Chefchaouen is a village in the north of Morocco that is one of the most magical places in the entire Kingdom. With different shades of blue decorating the walls, windows and doors of the houses, there is an abundance of plants scattered throughout the narrow streets. Discovering and exploring Chefchaouen has been a highlight for many travelers visiting Morocco.
Take the train to witness the unique, diverse landscapes of Morocco. Some trains pass the Atlas Mountains whilst if you travel close to the Algerian border by train, you’ll see some of the most impressive views in the country.
Located outside Meknes, Volubilis is a series of Roman ruins dating back to the 3rd century BCE and abandoned in the 11th century.
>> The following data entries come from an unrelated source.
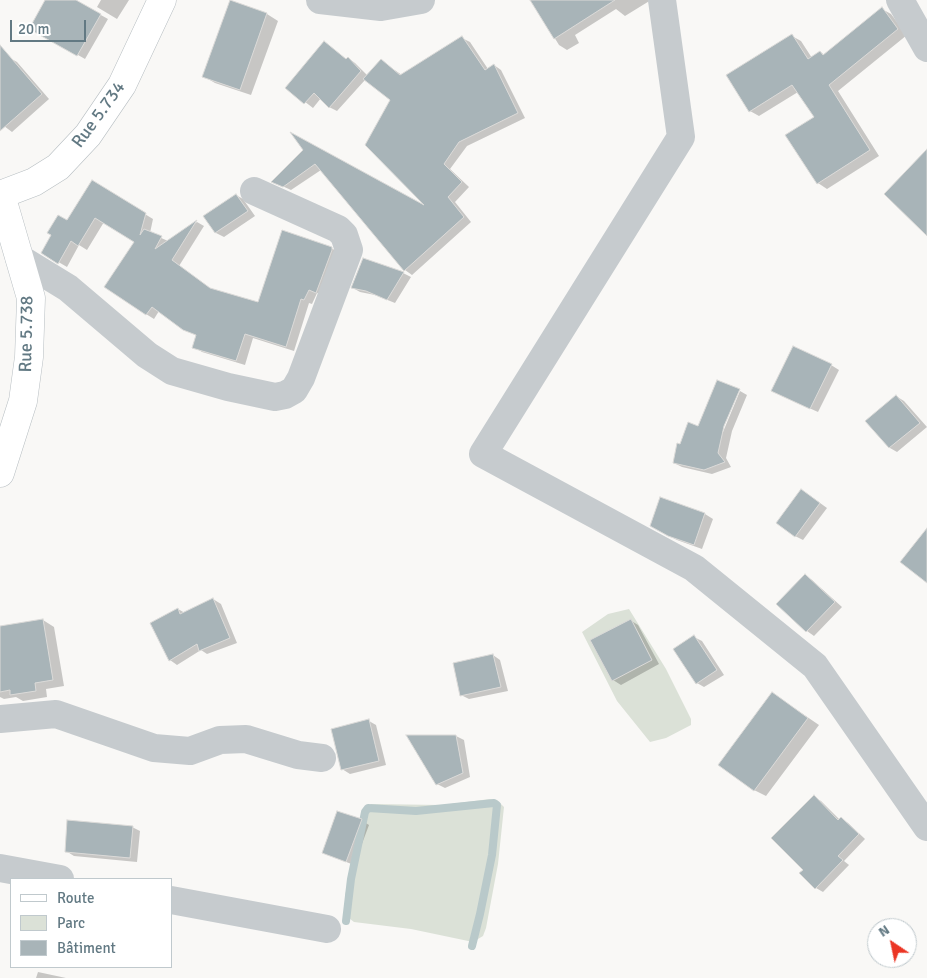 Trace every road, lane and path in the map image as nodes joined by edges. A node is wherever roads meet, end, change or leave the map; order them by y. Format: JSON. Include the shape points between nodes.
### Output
{"nodes":[{"id":1,"x":162,"y":0,"type":"edge"},
{"id":2,"x":320,"y":0,"type":"edge"},
{"id":3,"x":421,"y":0,"type":"edge"},
{"id":4,"x":662,"y":0,"type":"edge"},
{"id":5,"x":900,"y":0,"type":"edge"},
{"id":6,"x":927,"y":48,"type":"edge"},
{"id":7,"x":254,"y":191,"type":"dead end"},
{"id":8,"x":0,"y":195,"type":"edge"},
{"id":9,"x":19,"y":258,"type":"junction"},
{"id":10,"x":0,"y":473,"type":"edge"},
{"id":11,"x":0,"y":719,"type":"edge"},
{"id":12,"x":322,"y":758,"type":"dead end"},
{"id":13,"x":927,"y":827,"type":"edge"},
{"id":14,"x":0,"y":868,"type":"edge"},
{"id":15,"x":55,"y":878,"type":"edge"},
{"id":16,"x":172,"y":900,"type":"edge"},
{"id":17,"x":327,"y":928,"type":"dead end"}],
"edges":[{"from":1,"to":8,"type":"street","name":"Rue 5.734","via":[[122,85],[88,134],[58,167],[34,182]]},
{"from":2,"to":3,"type":"street","via":[[381,7]]},
{"from":4,"to":13,"type":"street","via":[[680,137],[483,454],[694,568],[815,666]]},
{"from":5,"to":6,"type":"street"},
{"from":7,"to":9,"type":"street","via":[[338,229],[349,250],[301,378],[294,390],[285,395],[276,397],[228,387],[172,371],[147,355],[68,288]]},
{"from":8,"to":9,"type":"street","name":"Rue 5.738"},
{"from":9,"to":10,"type":"street","name":"Rue 5.738","via":[[31,298],[29,357],[24,401]]},
{"from":11,"to":12,"type":"street","via":[[56,714],[154,748],[190,751],[220,740],[246,739],[298,755]]},
{"from":14,"to":15,"type":"street"},
{"from":16,"to":17,"type":"street"}]}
It is an unforgettable experience, wandering the ancient streets, bathhouses, columns and more.
Marrakesh is beautiful whether you’re seeing it on foot, by camel, horse or from high up in the air. There are many agencies offering hot-air ballooning across Marrakesh, the most popular being Ciel d’Afrique, which has been in business since 1990. Enjoy a private 4X4 ride that will take you to the hot-air balloon before you are taken on a one-hour jaunt over the outskirts of Marrakesh and the surrounding mountains. After the flight, you’ll get a special passenger certificate and an amazing Berber breakfast cooked by women from the nearby village.
Eating Moroccan food is a life-changing experience for many visitors thanks to the local spices and traditional cooking methods used. Tagines, for example, change the way the food tastes due to the way the earthenware clay reacts with the fire. Learn how to cook like the Moroccans and your life will definitely change for the better.
This impressive valley looks like it was plucked from the Moroccan southwest of old, with its palm trees, clay houses and ancient mosques surrounded by mountains. With some of the most beautiful views in the country, this area is home to much of Morocco’s Centifolia rose production, with the flowers used in both cooking and cosmetic products.